I'm working on new code to generate SQL statements. I have code which will
loop around an array and build a list of fields, each comma separated.
Thus it may generate something like
SELECT FIELD1, FIELD2, FIELD3, FIELD4 From MyTable

Now, what I'd like to know is what is good practice to handle the last
comma. Obviously the last field can't have a comma after it. At the moment
I build up my SQL in a TStringList and have a function StripLastComma()
which takes the string list and looks at the last line and removes the
trailing comma. I call this at the end of any listing which outputs the
fields followed by a comma. Makes it easy to do. But I wonder if this is
the best option? In the past I've also added a comma based on whether this
is the last item in the list, but I worry that I may go editing and the
commas will break, and it increases the code run per field.

What do other people do? What works reliably, and is efficient?

/Matthew Jones/
Mon, Jan 23 2006 8:59 AMPermanent Link

Roy Lambert

NLH Associates

Team Elevate Team Elevate

Matthew


I used to do it like you (some of my stuff still does) but these days I generally build each clause separately just using a string and then combine. For the select fields I add a comma after each and then use Delete to get rid of the last character (I know its a comma).

The other way you can look at is TStringList.CommaText


Roy Lambert
Mon, Jan 23 2006 9:24 AMPermanent Link

"Robert"

"Matthew Jones" <matthew@matthewdelme-jones.delme.com> wrote in message
news:memo.20060123131653.1408C@nothanks.nothanks.co.uk...
> I'm working on new code to generate SQL statements. I have code which will
> loop around an array and build a list of fields, each comma separated.

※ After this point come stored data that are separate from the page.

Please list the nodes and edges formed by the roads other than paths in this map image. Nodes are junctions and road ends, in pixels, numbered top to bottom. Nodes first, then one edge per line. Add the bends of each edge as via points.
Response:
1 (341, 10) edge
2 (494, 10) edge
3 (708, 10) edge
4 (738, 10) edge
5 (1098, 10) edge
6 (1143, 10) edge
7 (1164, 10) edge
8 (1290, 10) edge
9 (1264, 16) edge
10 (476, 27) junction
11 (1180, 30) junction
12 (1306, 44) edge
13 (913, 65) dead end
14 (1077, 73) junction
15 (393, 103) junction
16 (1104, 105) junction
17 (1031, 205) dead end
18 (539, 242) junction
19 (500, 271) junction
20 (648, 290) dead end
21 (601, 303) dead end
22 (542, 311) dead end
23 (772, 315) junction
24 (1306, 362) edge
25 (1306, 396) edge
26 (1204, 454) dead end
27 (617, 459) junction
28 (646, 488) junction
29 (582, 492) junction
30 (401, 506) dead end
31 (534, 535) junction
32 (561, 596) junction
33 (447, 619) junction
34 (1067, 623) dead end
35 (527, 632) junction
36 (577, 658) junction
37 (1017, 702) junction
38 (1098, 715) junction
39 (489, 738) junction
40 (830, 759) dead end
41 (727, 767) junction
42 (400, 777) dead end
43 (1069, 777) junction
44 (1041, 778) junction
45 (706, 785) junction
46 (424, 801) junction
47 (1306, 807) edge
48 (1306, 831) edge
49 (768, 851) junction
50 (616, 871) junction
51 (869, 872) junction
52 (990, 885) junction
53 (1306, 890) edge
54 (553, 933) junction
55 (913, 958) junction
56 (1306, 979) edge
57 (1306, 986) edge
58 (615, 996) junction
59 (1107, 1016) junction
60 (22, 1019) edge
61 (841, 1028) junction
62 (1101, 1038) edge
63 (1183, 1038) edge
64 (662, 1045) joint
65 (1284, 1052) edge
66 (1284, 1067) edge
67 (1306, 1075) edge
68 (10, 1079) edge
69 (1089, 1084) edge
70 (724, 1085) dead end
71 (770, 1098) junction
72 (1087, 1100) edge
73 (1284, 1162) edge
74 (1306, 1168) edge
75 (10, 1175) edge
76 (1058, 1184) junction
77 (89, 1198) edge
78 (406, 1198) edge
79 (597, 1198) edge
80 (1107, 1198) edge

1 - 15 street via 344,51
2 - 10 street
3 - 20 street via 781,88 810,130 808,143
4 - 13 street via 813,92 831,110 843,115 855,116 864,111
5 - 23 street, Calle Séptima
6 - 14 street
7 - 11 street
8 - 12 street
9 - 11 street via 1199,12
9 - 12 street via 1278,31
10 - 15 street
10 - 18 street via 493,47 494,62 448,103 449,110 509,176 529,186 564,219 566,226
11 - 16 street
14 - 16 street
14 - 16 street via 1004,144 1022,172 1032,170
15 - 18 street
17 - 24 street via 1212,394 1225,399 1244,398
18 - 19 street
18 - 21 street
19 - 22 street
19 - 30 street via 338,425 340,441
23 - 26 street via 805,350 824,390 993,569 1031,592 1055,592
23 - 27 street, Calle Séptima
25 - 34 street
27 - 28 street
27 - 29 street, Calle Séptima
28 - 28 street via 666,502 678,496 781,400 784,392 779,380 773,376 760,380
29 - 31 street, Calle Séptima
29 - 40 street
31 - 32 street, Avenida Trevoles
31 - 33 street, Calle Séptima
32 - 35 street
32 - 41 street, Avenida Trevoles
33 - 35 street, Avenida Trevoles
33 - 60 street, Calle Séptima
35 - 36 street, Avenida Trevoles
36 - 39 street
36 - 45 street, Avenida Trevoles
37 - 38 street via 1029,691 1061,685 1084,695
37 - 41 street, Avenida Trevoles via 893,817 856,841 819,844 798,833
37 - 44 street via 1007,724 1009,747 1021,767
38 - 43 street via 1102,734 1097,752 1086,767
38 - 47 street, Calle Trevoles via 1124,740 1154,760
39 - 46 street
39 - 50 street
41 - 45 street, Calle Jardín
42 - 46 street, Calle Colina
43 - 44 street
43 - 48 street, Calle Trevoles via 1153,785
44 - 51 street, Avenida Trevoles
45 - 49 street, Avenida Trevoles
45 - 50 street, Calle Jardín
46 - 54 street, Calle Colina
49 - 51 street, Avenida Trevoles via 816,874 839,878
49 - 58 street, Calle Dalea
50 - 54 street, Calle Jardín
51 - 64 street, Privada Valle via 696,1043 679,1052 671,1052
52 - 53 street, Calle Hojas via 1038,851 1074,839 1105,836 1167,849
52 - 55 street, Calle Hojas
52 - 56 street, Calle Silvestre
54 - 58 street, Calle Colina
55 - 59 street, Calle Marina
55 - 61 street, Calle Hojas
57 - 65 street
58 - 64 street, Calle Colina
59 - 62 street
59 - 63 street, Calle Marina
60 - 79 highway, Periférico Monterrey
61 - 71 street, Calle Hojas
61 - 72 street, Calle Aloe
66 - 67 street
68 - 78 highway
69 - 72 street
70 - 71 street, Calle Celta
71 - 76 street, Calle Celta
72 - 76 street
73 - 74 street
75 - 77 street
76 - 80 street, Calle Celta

You can put the comma at the beginning, instead of at the end of the loop,
and skip the first field.

If OutputString <> '' then OutputString := OutputString + ', ';
... make field
OutputString := OutputString + Field;

Robert

Mon, Jan 23 2006 12:04 PMPermanent Link

I've done that in the past, but with a SELECT at the front it doesn't
help. Good thought though. I've used a boolean that way (bInsertComma) and
that seems cleaner to me in a self-documenting sort of a way.

/Matthew Jones/
Tue, Jan 24 2006 4:48 AMPermanent Link

I'm also reminded I used to use a function to append a string that would
take a parameter "bLastItem" to which I'd pass "nLoop <> List.Count".
Plenty of ways, but nothing so outstandingly efficient as to be a killer.